The first stage is the appearance of the potential point in the circle—the unmanifested Logos. The second stage is the shooting forth of the Ray from the potential white point, producing the first point.[5]

The flashing out of the Ray sets up a series of motions that will result in the differentiation of matter and diversification of consciousness. After its initial action, the Ray is withdrawn:

“Ever-Darkness” is eternal, the Ray periodical. Having flashed out from this central point and thrilled through the Germ, the Ray is withdrawn again within this point and the Germ develops into the Second Logos, the triangle within the Mundane Egg.[6]

Manifestation

In her writings, Mme. Blavatsky describes the following stages of the action of the Ray.

Second Logos

This Ray produces that which is the united potentiality of both sexes but is by no means either male or female. This latter differentiation will only appear when it falls into matter, when the Triangle becomes a Square, the first Tetraktys.[7]

Third Logos

“Bright Space, son of dark Space,” corresponds to the Ray dropped at the first thrill of the new “Dawn” into the great Cosmic depths, from which it re-emerges differentiated as Oeaohoo the younger, (the “new LIFE”)[8]

Seven Builders

From the effulgency of light—the ray of the ever-darkness—sprung in space the re-awakened energies (Dhyan Chohans)[9]

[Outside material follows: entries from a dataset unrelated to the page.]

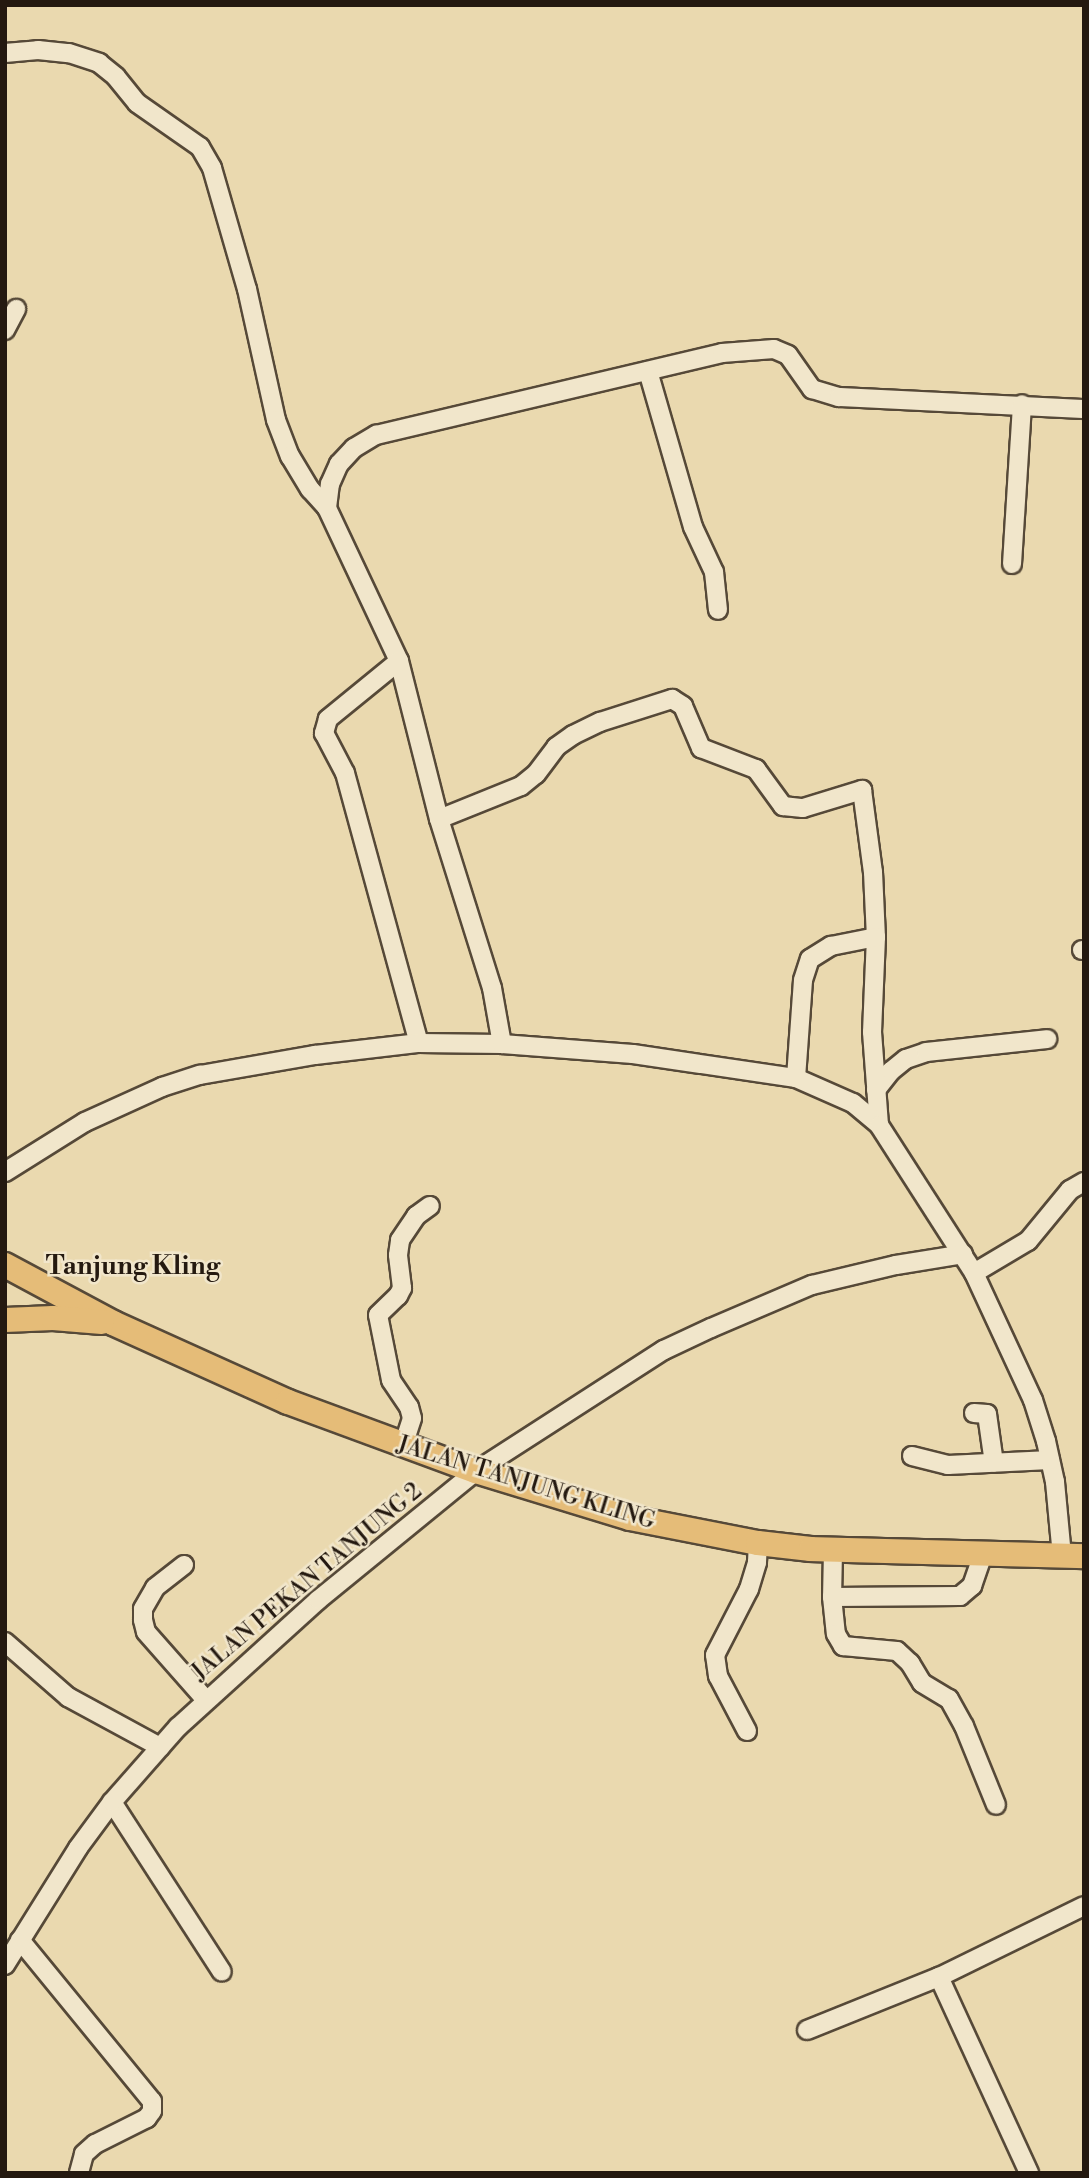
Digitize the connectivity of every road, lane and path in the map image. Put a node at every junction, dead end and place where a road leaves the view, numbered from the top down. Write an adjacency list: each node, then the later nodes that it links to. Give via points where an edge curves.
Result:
1 (5, 53): 7 (street, via 69,53 99,63 137,103 200,147 215,179 247,289 276,420 303,478)
2 (16, 309): 3 (street)
3 (5, 330)
4 (648, 371): 5 (street, via 722,353 774,349 788,355 805,382 823,394); 7 (street, via 376,435 354,448 340,464 330,484); 9 (street, via 693,527 714,572)
5 (1022, 404): 6 (street); 8 (street)
6 (1084, 409)
7 (327, 508): 10 (street)
8 (1012, 564)
9 (718, 610)
10 (399, 661): 11 (street); 14 (street, via 328,719 324,733 345,773)
11 (439, 819): 12 (street, via 521,786 573,735 672,699 683,706 701,748 756,769 783,806 803,808 862,790); 15 (street, via 492,988)
12 (876, 937): 16 (street, via 831,946 810,959 803,980); 17 (street, via 872,1032)
13 (1047, 1039): 17 (street, via 926,1052 898,1065)
14 (419, 1043): 15 (street); 19 (street, via 252,1065 162,1087 85,1122)
15 (502, 1044): 16 (street, via 633,1054)
16 (796, 1078): 18 (street, via 853,1103)
17 (876, 1090): 18 (street)
18 (879, 1125): 22 (street)
19 (5, 1172)
20 (1084, 1182): 24 (street, via 1070,1190 1028,1241)
21 (430, 1206): 28 (street, via 406,1228 398,1255 402,1288 378,1315 391,1380 410,1407 412,1418)
22 (962, 1255): 24 (street); 32 (street, JALAN PEKAN TANJUNG 2, via 896,1265 812,1286 711,1328 664,1350)
23 (5, 1265): 26 (highway, JALAN TANJUNG KLING)
24 (974, 1273): 30 (street, via 1033,1400)
25 (5, 1320): 26 (highway)
26 (113, 1323): 28 (highway, JALAN TANJUNG KLING, via 288,1402)
27 (974, 1413): 31 (street, via 988,1415)
28 (404, 1446): 32 (highway, JALAN TANJUNG KLING)
29 (912, 1456): 31 (street, via 947,1465)
30 (1050, 1460): 31 (street); 36 (street)
31 (994, 1463)
32 (476, 1471): 33 (highway, JALAN TANJUNG KLING, via 630,1518); 40 (street, JALAN PEKAN TANJUNG 2, via 318,1600)
33 (758, 1543): 34 (highway, JALAN TANJUNG KLING); 41 (street, via 750,1589 715,1655 718,1676)
34 (833, 1550): 35 (highway, JALAN TANJUNG KLING); 38 (street)
35 (984, 1554): 36 (highway, JALAN TANJUNG KLING); 38 (street, via 972,1586 960,1596)
36 (1073, 1556)
37 (184, 1565): 40 (street, via 148,1598 143,1620 146,1632)
38 (832, 1597): 44 (street, via 836,1634 843,1646 897,1651 922,1684 949,1699)
39 (5, 1642): 42 (street, via 68,1697)
40 (206, 1700): 42 (street, JALAN PEKAN TANJUNG 2)
41 (747, 1731)
42 (160, 1746): 43 (street, JALAN PEKAN TANJUNG 2)
43 (112, 1802): 46 (street, JALAN PEKAN TANJUNG 2); 48 (street)
44 (996, 1805)
45 (1084, 1906): 49 (street)
46 (20, 1940): 47 (street, JALAN PEKAN TANJUNG 2); 51 (street, via 152,2101 147,2118 89,2149)
47 (5, 1965)
48 (222, 1972)
49 (939, 1977): 50 (street); 52 (street)
50 (807, 2031)
51 (79, 2173)
52 (1028, 2173)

This one solitary Ray expands into the seven rays (and their innumerable subdivisions) on the plane of illusion only.[10]

That one ray (the Logos) . . . contains in itself the other seven procreative rays or powers (the logoi or builders).[11]

Notes

  1. Helena Petrovna Blavatsky, The Secret Doctrine vol. I, (Wheaton, IL: Theosophical Publishing House, 1993), 354.
  2. Helena Petrovna Blavatsky, The Secret Doctrine vol. I, (Wheaton, IL: Theosophical Publishing House, 1993), 57.
  3. Helena Petrovna Blavatsky, The Secret Doctrine vol. I, (Wheaton, IL: Theosophical Publishing House, 1993), 437.
  4. Helena Petrovna Blavatsky, The Secret Doctrine vol. I, (Wheaton, IL: Theosophical Publishing House, 1993), 64.
  5. Helena Petrovna Blavatsky, Collected Writings vol. X (Wheaton, IL: Theosophical Publishing House, 1988), 352.
  6. Helena Petrovna Blavatsky, Collected Writings vol. X (Adyar, Madras: Theosophical Publishing House, 1988), 351.
  7. Helena Petrovna Blavatsky, Collected Writings vol. X (Wheaton, IL: Theosophical Publishing House, 1988), 350.
  8. Helena Petrovna Blavatsky, The Secret Doctrine vol. I, (Wheaton, IL: Theosophical Publishing House, 1993), 64.
  9. Helena Petrovna Blavatsky, The Secret Doctrine vol. I, (Wheaton, IL: Theosophical Publishing House, 1993), 88.
  10. Helena Petrovna Blavatsky, Collected Writings vol. X (Wheaton, IL: Theosophical Publishing House, 1988), 368.
  11. Helena Petrovna Blavatsky, The Secret Doctrine vol. I, (Wheaton, IL: Theosophical Publishing House, 1993), 80.